Афганский транзит - стр. 20
Тот стоял рядом, раздвинув широко ноги, и зло глядел на напарника.
– Ты чем занялся, Витя? – спросил Махкам и сверкнул глазами. – Надел новый пояс на голое брюхо и решил удивить людей своим богатством?
– Чем я занялся?! – злясь, воскликнул Локтев.
Махкам что-то сказал пехлевану. Тот отошел, взял со столика, стоявшего у дверей, газетный сверток, разодрал его, вынул и протянул Махкаму металлический шприц. Такими набивают смазку в масленки автомобиля.
– Твой? – спросил Махкам.
Локтев узнал шприц, но признавать его своим не торопился.
– Кто знает, – сказал он неопределенно. – Все железки одинаковы. Может, ты мне чужой подсунуть хочешь?
– Тогда я возьму себе, – предложил Махкам. – Хуб?
– Ну, ты паразит, Махкамка! Зараза! – Локтев мгновенно окрысился. – Друг-друг, а в лапоть, мне навалил кучу.
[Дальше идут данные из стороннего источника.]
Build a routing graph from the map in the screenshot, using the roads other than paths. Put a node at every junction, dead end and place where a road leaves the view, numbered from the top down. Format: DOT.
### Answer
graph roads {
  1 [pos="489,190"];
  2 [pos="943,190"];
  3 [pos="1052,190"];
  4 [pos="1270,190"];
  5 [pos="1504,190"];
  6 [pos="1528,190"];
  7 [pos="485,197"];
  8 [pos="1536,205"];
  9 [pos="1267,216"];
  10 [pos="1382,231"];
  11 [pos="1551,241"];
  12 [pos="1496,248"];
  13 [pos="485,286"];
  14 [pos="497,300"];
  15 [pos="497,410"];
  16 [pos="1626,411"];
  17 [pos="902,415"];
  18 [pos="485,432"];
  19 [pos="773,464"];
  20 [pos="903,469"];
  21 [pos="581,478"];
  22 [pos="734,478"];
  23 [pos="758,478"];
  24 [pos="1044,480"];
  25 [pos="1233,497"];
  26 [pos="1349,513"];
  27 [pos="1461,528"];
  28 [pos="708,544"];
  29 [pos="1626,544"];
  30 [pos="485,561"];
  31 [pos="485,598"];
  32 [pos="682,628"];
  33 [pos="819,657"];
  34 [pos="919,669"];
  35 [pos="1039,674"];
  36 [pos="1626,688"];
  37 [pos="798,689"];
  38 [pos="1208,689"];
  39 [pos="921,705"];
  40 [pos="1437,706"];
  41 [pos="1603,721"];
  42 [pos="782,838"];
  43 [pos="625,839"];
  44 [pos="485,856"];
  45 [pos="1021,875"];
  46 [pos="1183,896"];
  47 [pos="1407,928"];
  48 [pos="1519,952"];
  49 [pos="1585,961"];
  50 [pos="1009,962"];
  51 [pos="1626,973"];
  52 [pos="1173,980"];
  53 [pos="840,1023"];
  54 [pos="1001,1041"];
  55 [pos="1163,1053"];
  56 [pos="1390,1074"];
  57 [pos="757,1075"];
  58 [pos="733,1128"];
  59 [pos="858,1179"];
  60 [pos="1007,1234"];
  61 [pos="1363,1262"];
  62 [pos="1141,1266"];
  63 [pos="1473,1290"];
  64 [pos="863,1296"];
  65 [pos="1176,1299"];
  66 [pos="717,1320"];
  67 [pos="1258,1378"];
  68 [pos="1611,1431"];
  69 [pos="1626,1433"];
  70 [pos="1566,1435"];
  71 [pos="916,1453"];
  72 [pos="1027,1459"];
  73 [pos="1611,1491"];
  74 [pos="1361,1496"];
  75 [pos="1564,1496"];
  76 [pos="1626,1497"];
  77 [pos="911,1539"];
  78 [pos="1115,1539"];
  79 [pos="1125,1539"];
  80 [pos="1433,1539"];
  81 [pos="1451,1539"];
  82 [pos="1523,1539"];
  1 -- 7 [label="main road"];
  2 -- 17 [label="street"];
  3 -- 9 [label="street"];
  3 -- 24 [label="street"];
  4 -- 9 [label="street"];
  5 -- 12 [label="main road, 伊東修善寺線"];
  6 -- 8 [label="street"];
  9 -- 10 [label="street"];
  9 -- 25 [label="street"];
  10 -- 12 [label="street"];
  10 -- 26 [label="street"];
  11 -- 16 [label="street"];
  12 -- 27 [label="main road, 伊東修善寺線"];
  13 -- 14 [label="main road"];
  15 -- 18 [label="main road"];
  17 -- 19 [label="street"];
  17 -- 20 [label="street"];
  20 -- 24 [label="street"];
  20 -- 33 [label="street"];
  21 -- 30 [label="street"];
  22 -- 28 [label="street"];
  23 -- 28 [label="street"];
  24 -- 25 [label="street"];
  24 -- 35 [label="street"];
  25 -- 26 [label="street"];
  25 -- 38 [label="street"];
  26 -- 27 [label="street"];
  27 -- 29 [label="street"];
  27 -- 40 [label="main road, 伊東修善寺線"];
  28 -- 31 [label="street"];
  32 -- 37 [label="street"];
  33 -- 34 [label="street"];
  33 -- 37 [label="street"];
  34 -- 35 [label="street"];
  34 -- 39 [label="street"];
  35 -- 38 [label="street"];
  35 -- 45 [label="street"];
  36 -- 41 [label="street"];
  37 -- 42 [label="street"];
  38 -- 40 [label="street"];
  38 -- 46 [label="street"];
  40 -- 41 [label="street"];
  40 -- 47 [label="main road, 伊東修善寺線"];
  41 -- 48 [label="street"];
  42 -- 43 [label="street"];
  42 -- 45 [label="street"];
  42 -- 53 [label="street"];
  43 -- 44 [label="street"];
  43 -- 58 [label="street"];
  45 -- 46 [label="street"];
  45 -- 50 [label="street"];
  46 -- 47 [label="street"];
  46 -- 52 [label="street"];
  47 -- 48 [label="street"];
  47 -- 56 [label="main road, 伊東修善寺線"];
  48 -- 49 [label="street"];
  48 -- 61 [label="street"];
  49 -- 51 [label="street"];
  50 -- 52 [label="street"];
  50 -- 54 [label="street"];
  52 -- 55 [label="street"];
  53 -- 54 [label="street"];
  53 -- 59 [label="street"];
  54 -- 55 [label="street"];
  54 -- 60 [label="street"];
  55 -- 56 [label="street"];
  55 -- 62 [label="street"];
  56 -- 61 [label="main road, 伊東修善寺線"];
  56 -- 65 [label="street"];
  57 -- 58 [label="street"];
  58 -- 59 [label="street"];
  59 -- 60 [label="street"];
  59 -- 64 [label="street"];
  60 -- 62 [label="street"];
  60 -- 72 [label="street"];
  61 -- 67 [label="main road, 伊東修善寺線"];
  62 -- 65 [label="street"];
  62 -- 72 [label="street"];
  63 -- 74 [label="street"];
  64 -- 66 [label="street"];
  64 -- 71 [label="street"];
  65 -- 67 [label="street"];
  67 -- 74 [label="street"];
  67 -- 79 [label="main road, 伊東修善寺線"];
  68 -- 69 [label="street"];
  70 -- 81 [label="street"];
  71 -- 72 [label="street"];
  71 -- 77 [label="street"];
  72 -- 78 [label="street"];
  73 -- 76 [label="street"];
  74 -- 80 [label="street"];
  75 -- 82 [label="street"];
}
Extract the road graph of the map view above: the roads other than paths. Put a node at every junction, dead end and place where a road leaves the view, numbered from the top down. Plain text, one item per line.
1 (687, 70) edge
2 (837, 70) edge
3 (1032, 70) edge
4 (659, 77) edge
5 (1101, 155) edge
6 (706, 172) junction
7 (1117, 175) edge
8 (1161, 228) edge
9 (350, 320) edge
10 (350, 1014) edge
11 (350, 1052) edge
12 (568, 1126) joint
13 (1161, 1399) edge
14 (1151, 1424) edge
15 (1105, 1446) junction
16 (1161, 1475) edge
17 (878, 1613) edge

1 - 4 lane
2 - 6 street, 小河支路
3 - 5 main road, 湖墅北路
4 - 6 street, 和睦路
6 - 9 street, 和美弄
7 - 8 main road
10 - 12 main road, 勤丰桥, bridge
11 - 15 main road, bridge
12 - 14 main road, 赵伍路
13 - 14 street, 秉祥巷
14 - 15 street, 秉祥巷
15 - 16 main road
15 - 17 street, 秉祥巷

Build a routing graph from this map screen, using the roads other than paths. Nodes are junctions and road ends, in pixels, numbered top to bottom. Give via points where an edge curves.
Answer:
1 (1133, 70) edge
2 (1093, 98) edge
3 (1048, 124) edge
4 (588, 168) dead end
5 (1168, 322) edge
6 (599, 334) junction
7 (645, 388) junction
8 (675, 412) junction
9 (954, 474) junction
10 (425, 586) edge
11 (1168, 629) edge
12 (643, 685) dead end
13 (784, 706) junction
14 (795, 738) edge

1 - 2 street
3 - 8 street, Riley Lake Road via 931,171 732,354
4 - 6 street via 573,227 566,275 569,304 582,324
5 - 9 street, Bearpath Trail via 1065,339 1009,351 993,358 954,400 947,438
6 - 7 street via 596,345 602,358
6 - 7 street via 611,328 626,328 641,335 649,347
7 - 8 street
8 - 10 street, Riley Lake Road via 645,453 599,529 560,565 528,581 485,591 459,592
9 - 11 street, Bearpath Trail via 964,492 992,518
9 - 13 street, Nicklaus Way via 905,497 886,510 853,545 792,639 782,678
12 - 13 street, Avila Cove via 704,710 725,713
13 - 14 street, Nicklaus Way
Не ожидал от тебя!
– Покажи, что там внутри, – сказал Махкаму бородатый чалмач, до той поры загадочно молчавший.
– Амер Мирза Джалад Хан велит показать, что внутри. Ты понял, сука? Конец тебе теперь.
Локтев хотел перехватить руку Махкама, державшую шприц, но пехлеван зло оттолкнул его ногой, пнув в бок.
– Сиди, – сказал Махкам. – Не будешь рыпаться, может, простят.
Он присел на корточки, расстелил на полу газету, отвинтил головку шприца и стал поршнем выталкивать содержимое на бумагу. Сначала на нее шмякнулся янтарный сгусток тавота, затем наружу пополз серый плотный стержень, завернутый в полиэтиленовую пленку. Махкам подхватил его и вынул. Внимательно разглядел. Приложил правую руку к груди, а на открытой левой ладони с полупоклоном протянул афганцу.
– Апим, амер, – сказал он, передавая стержень. И перевел Локтеву: – Опиум это, Витя.
– Будете бить? – спросил Локтев. Он уже понял, в какую переделку попал, и догадывался, что сопротивляться в этом хлеву ему не дадут.
Махкам перевел вопрос афганцу. Тот помолчал, поджав губы. Подумал, полузакрыв глаза. Потом поглядел на Локтева и смачно сплюнул прямо на пол. Сказал несколько слов, обращаясь к Махкаму. И снова сплюнул.
– Он говорит, – перевел Махкам, – какая честь тебя бить, если у тебя барабан на боку.
Локтев облизал губы быстрым движением языка, будто плеснул змеиным жалом.
– Какой барабан? – спросил он непонимающе.
– Э-э! – сказал Махкам и широко оскалился. – Это Европа барабанщиков уважает. Джаз-маз. А здесь, кто барабанит – последний человек. Его ударить стыдно – руку испачкаешь. Понял?
– Понял, – сказал Локтев. – Значит, зарежут.
– Это ты угадал, Витя, – сказал Махкам и засмеялся ехидно.
– Чего уж тут не угадать, – мрачно заметил Локтев. – Вон у него морда какая. Бандит твой амер. Сразу видно.
– Э, Локоть, замолчи! – Махкам даже замахнулся. – Знаешь, как у нас говорят? Хочешь нажить беду, дружи с дураком. Зачем я с тобой связался? Ты что здесь говоришь? Если он поймет, нам обоим крышка. Они непослушных не любят. Ты давай, не крути задом – не гулящая баба. Пойми, дурак, выбора у тебя нет: спереди обрыв, сзади – тигр. А ты ему зубы скалишь.
Локтев рукавом вытер, вспотевшее лицо, кряхтя, поднялся с пола. Мирза Джалад Хан, сидевший молча с лицом, не выражавшим эмоций, подал голос:
– Долго вы будете болтать? – спросил он Махкама.
Тот приложил руку к груди и поклонился.
– Барабанщик, уважаемый амер, и есть барабанщик. Слеп на один глаз, ко всему второй рукой прикрывает.